Sophie Bannan, Matt Calderwood, Sione Faletau, Claire Fontaine, Regan Gentry, Shaun Gladwell, Rob Hood, John Ward Knox, Joanna Langford, Richard Maloy, Zina Swanson, Catherine Yass, Peter Trevelyan, Abigail Reynolds, Erwin Wurm
Precarious Balance
Curated by Paula Orrell

 

12 February - 8 May 2016

In this exciting new iteration of CoCA, one that has moved well away from its arts society (and ‘working members’) origins towards a genuine centre of contemporary art, we see the first exhibition presented by its new director, Paula Orrell. It includes nine New Zealanders and six overseas guests.

And while it is true that in Christchurch ‘arts society origins’ and ‘centre of contemporary art’ were once one and the same, and that defining what precisely is ‘contemporary art’ is not easy, having a more focussed board, director, staff and venue is the cause of considerable celebration. With the recent reopening of Christchurch Art Gallery Te Puna o Waiwhetu, the continued presence of The Physics Room, and now this revamped (now non-collecting) organisation, local and visiting contemporary art lovers in Canterbury have an abundance of riches.

Precarious Balance, as a title, of course references the Canterbury earthquake context, a Damoclesian tension of architectural instability that refuses to disappear, as the Valentine’s Day tremor revealed. The heading has many other layers, including the physical positioning of many of the currently exhibited items, the much discussed global tensions resulting from uneven wealth distribution, the planet’s eco/climate-crisis, various social predicaments (such as hi-rise housing for the economically underprivileged) alluded to in some works like that of Yass, and perhaps (self-consciously) the fiscal sponsorship needed for sustaining the CoCA programme itself.

For Auckland-based punters like me, although I was familiar with the work (twice-over) of ‘international’ artists like Claire Fontaine (courtesy of Hou Hanru and Stephen Cleland) and Shaun Gladwell (courtesy of Trish Clark and Stephen Cleland), any possible disappointment was counterbalanced by the fact I had never seen the work of Peter Trevelyan or Zina Swanson before, and excellent examples of their practices are displayed in both CoCA and CAG. It says a lot about the insularity of the Auckland scene that they have never exhibited in that city.

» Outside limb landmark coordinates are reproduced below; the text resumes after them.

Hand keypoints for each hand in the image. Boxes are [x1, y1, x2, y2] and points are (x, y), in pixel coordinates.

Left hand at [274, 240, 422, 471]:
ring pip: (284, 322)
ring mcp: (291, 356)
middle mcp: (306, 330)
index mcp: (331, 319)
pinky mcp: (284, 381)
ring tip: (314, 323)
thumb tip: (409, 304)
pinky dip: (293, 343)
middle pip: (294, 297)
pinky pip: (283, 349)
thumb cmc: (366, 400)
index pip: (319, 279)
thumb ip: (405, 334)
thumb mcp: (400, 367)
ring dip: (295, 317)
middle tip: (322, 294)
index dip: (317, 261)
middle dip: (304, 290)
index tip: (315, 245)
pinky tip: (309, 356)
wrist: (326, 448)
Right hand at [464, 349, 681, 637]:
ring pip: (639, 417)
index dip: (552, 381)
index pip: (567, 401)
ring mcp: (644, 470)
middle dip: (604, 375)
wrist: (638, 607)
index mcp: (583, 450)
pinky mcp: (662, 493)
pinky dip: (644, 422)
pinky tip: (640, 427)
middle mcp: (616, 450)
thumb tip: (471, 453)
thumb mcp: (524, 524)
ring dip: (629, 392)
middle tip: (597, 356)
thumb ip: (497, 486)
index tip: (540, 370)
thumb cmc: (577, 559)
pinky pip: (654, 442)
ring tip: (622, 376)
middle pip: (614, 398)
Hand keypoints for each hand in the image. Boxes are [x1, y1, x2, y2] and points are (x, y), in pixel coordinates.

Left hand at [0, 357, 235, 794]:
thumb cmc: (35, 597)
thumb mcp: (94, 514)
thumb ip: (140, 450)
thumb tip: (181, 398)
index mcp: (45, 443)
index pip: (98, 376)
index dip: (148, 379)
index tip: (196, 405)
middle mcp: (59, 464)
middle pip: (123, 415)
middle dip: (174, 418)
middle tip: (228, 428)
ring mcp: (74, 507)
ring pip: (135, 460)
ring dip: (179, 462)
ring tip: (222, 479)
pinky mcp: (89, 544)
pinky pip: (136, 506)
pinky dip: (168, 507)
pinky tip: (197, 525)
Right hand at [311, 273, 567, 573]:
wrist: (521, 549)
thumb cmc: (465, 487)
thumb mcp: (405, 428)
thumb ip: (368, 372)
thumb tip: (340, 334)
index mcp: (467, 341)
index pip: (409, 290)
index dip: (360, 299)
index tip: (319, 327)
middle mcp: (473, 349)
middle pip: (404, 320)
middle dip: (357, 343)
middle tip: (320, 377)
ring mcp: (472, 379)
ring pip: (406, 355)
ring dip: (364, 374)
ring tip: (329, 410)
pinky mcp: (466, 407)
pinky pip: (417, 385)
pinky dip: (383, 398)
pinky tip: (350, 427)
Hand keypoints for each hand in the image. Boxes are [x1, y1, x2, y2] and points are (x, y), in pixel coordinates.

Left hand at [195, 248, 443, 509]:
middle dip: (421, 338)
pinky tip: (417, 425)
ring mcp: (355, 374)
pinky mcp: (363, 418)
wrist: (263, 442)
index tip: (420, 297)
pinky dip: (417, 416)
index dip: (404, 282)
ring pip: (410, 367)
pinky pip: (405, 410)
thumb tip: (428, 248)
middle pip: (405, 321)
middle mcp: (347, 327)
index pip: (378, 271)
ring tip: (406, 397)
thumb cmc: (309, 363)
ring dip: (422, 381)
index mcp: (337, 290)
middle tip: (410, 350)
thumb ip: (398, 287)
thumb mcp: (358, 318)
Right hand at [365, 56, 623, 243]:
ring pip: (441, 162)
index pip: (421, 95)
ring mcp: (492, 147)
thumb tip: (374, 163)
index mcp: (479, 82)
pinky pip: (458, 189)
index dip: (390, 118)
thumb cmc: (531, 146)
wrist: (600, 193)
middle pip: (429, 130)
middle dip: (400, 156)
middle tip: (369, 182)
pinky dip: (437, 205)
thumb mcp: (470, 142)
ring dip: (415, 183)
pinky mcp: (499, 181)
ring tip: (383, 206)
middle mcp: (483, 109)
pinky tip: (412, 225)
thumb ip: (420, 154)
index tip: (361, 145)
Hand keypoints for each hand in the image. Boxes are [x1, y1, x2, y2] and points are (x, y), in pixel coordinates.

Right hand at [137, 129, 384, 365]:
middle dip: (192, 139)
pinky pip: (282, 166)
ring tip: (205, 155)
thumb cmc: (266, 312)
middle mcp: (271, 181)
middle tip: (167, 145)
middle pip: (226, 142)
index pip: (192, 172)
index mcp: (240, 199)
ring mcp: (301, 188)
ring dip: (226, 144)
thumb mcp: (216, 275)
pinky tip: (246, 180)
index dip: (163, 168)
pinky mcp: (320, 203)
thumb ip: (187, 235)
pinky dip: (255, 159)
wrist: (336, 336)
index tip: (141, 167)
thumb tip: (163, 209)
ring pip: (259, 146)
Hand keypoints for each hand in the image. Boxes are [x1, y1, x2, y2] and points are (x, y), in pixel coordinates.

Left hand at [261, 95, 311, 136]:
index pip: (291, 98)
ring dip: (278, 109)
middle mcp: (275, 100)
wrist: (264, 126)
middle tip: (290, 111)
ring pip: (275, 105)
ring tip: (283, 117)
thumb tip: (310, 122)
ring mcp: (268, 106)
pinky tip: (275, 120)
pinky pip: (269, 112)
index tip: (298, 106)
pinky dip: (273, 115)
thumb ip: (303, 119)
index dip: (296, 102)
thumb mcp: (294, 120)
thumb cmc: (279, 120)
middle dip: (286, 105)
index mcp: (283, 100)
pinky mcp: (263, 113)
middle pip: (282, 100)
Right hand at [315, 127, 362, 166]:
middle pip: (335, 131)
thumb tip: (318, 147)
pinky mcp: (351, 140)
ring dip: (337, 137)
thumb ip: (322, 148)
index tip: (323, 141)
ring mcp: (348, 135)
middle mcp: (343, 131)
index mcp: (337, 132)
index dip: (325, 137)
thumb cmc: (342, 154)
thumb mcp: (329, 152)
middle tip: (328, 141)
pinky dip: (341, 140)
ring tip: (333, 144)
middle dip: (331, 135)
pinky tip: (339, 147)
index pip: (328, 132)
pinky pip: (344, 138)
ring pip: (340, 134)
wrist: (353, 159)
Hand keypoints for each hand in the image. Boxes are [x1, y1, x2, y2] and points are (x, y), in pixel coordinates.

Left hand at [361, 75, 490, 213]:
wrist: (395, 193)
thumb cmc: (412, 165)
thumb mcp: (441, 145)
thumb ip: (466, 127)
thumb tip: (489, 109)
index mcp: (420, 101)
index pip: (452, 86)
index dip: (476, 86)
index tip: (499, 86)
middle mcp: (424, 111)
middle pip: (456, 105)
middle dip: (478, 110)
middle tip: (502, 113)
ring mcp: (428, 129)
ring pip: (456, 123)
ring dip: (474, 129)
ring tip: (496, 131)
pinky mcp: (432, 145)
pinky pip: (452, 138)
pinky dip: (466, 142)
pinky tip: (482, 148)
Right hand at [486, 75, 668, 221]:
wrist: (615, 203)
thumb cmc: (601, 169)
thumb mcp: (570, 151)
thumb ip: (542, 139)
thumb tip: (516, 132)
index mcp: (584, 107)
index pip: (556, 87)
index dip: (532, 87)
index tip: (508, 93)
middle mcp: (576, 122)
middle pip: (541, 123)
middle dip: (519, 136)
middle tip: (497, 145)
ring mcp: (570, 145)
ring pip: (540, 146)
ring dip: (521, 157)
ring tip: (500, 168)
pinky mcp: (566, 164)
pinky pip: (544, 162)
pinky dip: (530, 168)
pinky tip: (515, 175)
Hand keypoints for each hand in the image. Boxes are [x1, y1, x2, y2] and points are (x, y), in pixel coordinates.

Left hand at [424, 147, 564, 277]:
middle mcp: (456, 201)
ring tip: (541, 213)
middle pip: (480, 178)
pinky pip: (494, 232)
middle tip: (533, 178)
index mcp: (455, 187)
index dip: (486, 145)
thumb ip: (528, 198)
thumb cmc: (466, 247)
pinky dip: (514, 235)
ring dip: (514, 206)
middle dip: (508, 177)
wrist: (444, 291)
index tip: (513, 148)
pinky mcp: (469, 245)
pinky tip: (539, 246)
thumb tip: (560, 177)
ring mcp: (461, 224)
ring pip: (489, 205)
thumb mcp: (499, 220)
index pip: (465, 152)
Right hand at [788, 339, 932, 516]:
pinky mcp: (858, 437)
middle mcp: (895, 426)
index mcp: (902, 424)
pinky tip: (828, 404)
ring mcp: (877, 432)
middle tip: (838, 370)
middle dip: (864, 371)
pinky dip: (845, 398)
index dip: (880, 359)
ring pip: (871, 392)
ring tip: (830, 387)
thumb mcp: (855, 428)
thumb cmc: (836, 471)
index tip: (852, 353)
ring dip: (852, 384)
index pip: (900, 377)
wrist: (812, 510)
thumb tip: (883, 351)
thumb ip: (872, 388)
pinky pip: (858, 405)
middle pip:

Orrell and her team have created a satisfying synthesis of overseas artists and top New Zealand talent, teasing out the implications of the richly suggestive, multi-layered theme.

Catherine Yass‘s multi-screened installation on the ground floor presents films of a high wire walk between two Red Road apartment blocks in North Glasgow, two thirty-story towers (in a set of eight), built as an antidote to Glasgow’s tenement housing problems but demolished four years after this film was made. Yass shows Didier Pasquette advance to halfway along the taut wire and then (unhappy with the wind conditions) go into reverse, carefully going backwards to where he started. The buildings seem to be symbolic anchors for stable living conditions and successful community functionality, but take on another meaning after their demolition, as does Pasquette’s reversal.

Irish artist Matt Calderwood‘s three in-situ sculptures use ladders, shovels, buckets, sports gear and glassware to make cantilevered or suspended configurations, delicately balancing on the floor or jammed tightly between two walls or ‘anti-earthquake’ concrete pillars. Constructed using only his own body to place the elements in position, without assistants, these intricate, gravity-defying formations have no hidden nails, ropes or braces. Because he uses brand new items from hardware stores Calderwood’s craftily engineered assemblages have a strange beauty that goes beyond their self-proclaimed, self-sustaining logic of vectors and counter-stresses. It is hard to separate the laws of physics from bright colours, metallic sheens and moulded textures, they are so successfully interwoven.

John Ward Knox‘s sculpture - a tilted chair and its stabilising (now static) walking stick - makes a pair of items by reversing their energies and uniting their arabesqued common dark timber. Manifest and latent purposes are swapped over, to be sustained in balance only by pressure, gravity and friction - and forming an obviously temporary fifth leg. The work looks prone to immediate collapse; its vulnerability is extremely unsettling.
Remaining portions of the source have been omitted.